El término "Mesías" nos recuerda al Rey de Israel, y evoca toda la tradición profética (profetas y salmos) respecto a las promesas de Dios sobre la dinastía de David. El intróito, pórtico de la celebración, recoge el "Tú eres mi hijo, hoy te he engendrado yo" del salmo 2.

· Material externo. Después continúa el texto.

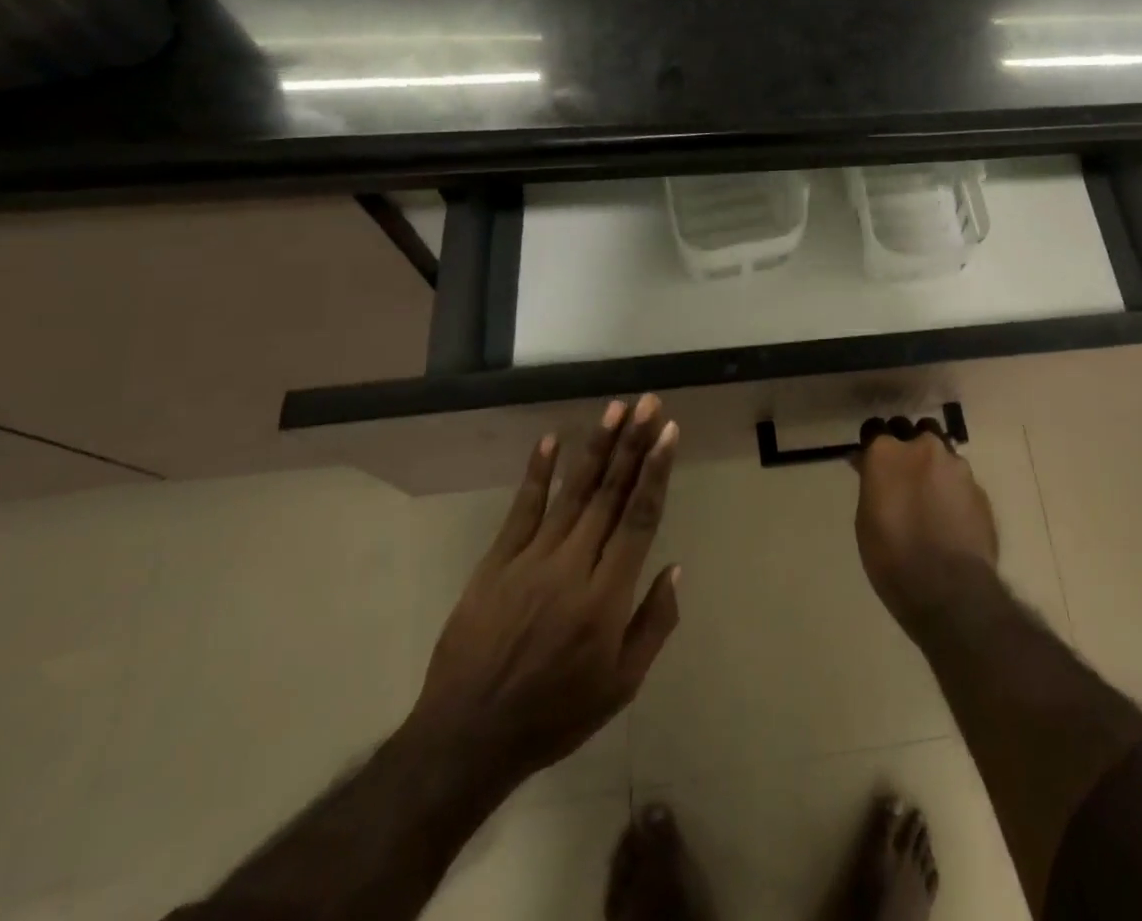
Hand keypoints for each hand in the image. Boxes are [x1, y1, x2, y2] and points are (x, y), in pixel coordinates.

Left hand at [405, 394, 681, 787]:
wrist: (466, 739)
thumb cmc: (555, 714)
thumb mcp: (622, 686)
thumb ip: (654, 623)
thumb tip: (674, 567)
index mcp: (607, 595)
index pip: (639, 517)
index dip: (656, 471)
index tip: (668, 432)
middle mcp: (573, 565)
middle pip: (610, 493)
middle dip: (633, 443)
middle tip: (648, 403)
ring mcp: (531, 560)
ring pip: (573, 492)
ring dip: (597, 447)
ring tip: (616, 408)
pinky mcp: (497, 563)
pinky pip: (522, 509)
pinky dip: (538, 473)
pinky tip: (551, 440)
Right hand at [853, 424, 998, 636]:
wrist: (950, 589)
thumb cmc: (892, 558)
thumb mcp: (865, 521)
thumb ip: (871, 483)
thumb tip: (867, 465)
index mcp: (887, 452)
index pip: (875, 429)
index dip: (873, 444)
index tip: (871, 461)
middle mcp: (923, 447)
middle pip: (912, 431)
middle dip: (906, 445)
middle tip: (902, 475)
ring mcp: (956, 464)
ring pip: (940, 450)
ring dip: (932, 464)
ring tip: (929, 494)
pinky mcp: (979, 486)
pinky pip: (959, 477)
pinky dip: (952, 488)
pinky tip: (950, 514)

También el pasaje de Isaías habla del "principado" que descansa sobre sus hombros: consejero, Dios guerrero, Príncipe de la paz… El relato evangélico lo cree y lo ve realizado en Belén, ciudad de David: "Hoy os ha nacido el Mesías, el Salvador". Un niño, Príncipe, Rey y Señor. Principado sobre todo principado. Como insignia, la paz; como poder, la salvación. El Príncipe es el Salvador. "Dios Salva" es su nombre y su misión. Por la carta a Tito lo confesamos: "Dios nuestro". Un nacimiento, pues, con una misión: salvarnos. Con él la luz y la paz (Isaías), el rescate de toda impiedad y la dignidad nueva de hacer obras nuevas (Tito). Señor que llega para "juzgar" a la tierra (salmo). Juez de paz y misericordia. No al estilo de los señores de este mundo.

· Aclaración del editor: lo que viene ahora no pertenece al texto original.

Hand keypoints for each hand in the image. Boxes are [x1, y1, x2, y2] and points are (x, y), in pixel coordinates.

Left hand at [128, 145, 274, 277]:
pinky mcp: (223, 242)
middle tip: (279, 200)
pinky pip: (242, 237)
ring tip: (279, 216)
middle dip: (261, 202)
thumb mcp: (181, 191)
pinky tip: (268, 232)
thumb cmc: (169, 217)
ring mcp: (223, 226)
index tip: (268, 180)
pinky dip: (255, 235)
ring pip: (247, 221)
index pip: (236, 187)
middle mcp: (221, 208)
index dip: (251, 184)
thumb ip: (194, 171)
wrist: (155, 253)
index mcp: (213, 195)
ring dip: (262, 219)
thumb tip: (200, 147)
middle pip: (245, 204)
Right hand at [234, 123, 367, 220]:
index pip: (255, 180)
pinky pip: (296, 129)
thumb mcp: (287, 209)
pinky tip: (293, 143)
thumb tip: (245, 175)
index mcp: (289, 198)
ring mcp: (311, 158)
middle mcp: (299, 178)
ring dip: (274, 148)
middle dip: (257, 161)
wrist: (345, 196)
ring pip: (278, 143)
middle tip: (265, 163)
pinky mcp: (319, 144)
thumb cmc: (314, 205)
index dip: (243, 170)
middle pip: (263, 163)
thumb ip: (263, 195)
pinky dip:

También las circunstancias que acompañan al nacimiento del Rey son reveladoras: súbdito de los poderosos de este mundo (empadronamiento); nace en una aldea, y es de ascendencia real; en un establo, sin posada que lo recoja; María, su madre, y José, gente sencilla de Nazaret; adoradores y testigos, unos pastores de la comarca; sin ruido, sin boato, sin estruendo, desapercibido; la sencillez y pobreza. El cielo lo presenta como expresión del amor inefable de Dios a los hombres y manifestación de su gloria. Todo un rey del cielo que se entrega, en humildad y pobreza, a humildes y pobres. Misterio de los misterios. ¡Ha nacido el Hijo de Dios! el nacimiento es una buena nueva, la Buena Nueva por excelencia: Dios opera la salvación. La postura más adecuada es la alabanza, el canto, la acción de gracias. Contemplemos con José y María aquella maravilla.






Misa del Día

Primera Lectura

Is 52, 7-10

Los confines de la tierra verán la victoria de nuestro Dios.

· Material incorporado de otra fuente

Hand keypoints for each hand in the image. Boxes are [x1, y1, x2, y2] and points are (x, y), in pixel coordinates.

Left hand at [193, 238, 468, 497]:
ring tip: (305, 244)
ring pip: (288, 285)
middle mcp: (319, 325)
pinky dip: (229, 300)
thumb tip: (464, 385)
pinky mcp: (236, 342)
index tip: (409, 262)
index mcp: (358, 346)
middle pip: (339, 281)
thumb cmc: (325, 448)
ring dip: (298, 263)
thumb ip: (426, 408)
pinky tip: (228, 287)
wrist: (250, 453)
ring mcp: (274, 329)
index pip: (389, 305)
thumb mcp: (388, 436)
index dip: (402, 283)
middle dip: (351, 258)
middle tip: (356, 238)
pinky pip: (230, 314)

¡Qué hermosos son sobre los montes los pies del mensajero que anuncia la paz, que trae la Buena Nueva, que pregona la victoria, que dice a Sión: "Tu Dios es rey!" Escucha: tus vigías gritan, cantan a coro, porque ven cara a cara al Señor, que vuelve a Sión. Romped a cantar a coro, ruinas de Jerusalén, que el Señor consuela a su pueblo, rescata a Jerusalén; el Señor desnuda su santo brazo a la vista de todas las naciones, y verán los confines de la tierra la victoria de nuestro Dios.



Estos versillos forman parte de un largo poema. Poema que versa sobre Sión: El Señor envía la salvación a Sión. Salvación que se perfila inminente. A Sión, que yace en ruinas y silencio, le ha llegado la hora de cantar. Vuelta del destierro. Un nuevo éxodo. La fuerza de Dios maravillará a todos los pueblos. Las naciones todas, verán la salvación de Dios. El Señor retorna a la cabeza de los desterrados para formar un pueblo nuevo. Es la gran victoria del Señor. Los versillos rezuman intensidad y emoción. No es para menos. La obra es magnífica. El Señor es quien habla; el Señor es quien dispone; el Señor es quien actúa; El Señor es quien salva. Yahvé regresa a Sión. Benditos los pies que lo anuncian. Buena nueva, paz, salvación. Conmoción general en los pueblos, ostentación de poder: "Tu Dios es Rey". Pensemos en Cristo, Brazo y Salvación de Dios. Dios descubre su rostro y se deja ver: "ven cara a cara al Señor". Anuncio singular, único. Exultación, entusiasmo: "Dios consuela a su pueblo".


Salmo responsorial

Sal 97, 1-6

Los confines de la tierra han contemplado la victoria de nuestro Dios

Salmo de Dios Rey. El estribillo, esta vez, está tomado del cuerpo del salmo. El Señor es Rey. Y es Rey, por una parte, porque es el creador. Por otra, más saliente, porque es el Señor de la historia. El dirige los destinos de los pueblos. Y de los pueblos, de uno en especial: del pueblo de Israel, heredad suya. En la providencia sobre este pueblo, Dios se ha mostrado rey: Dios ha actuado. Y su actuación ha sido una maravilla. Y porque la maravilla es nueva, nuevo ha de ser el canto. El salmo recuerda y canta una en especial: La vuelta del destierro.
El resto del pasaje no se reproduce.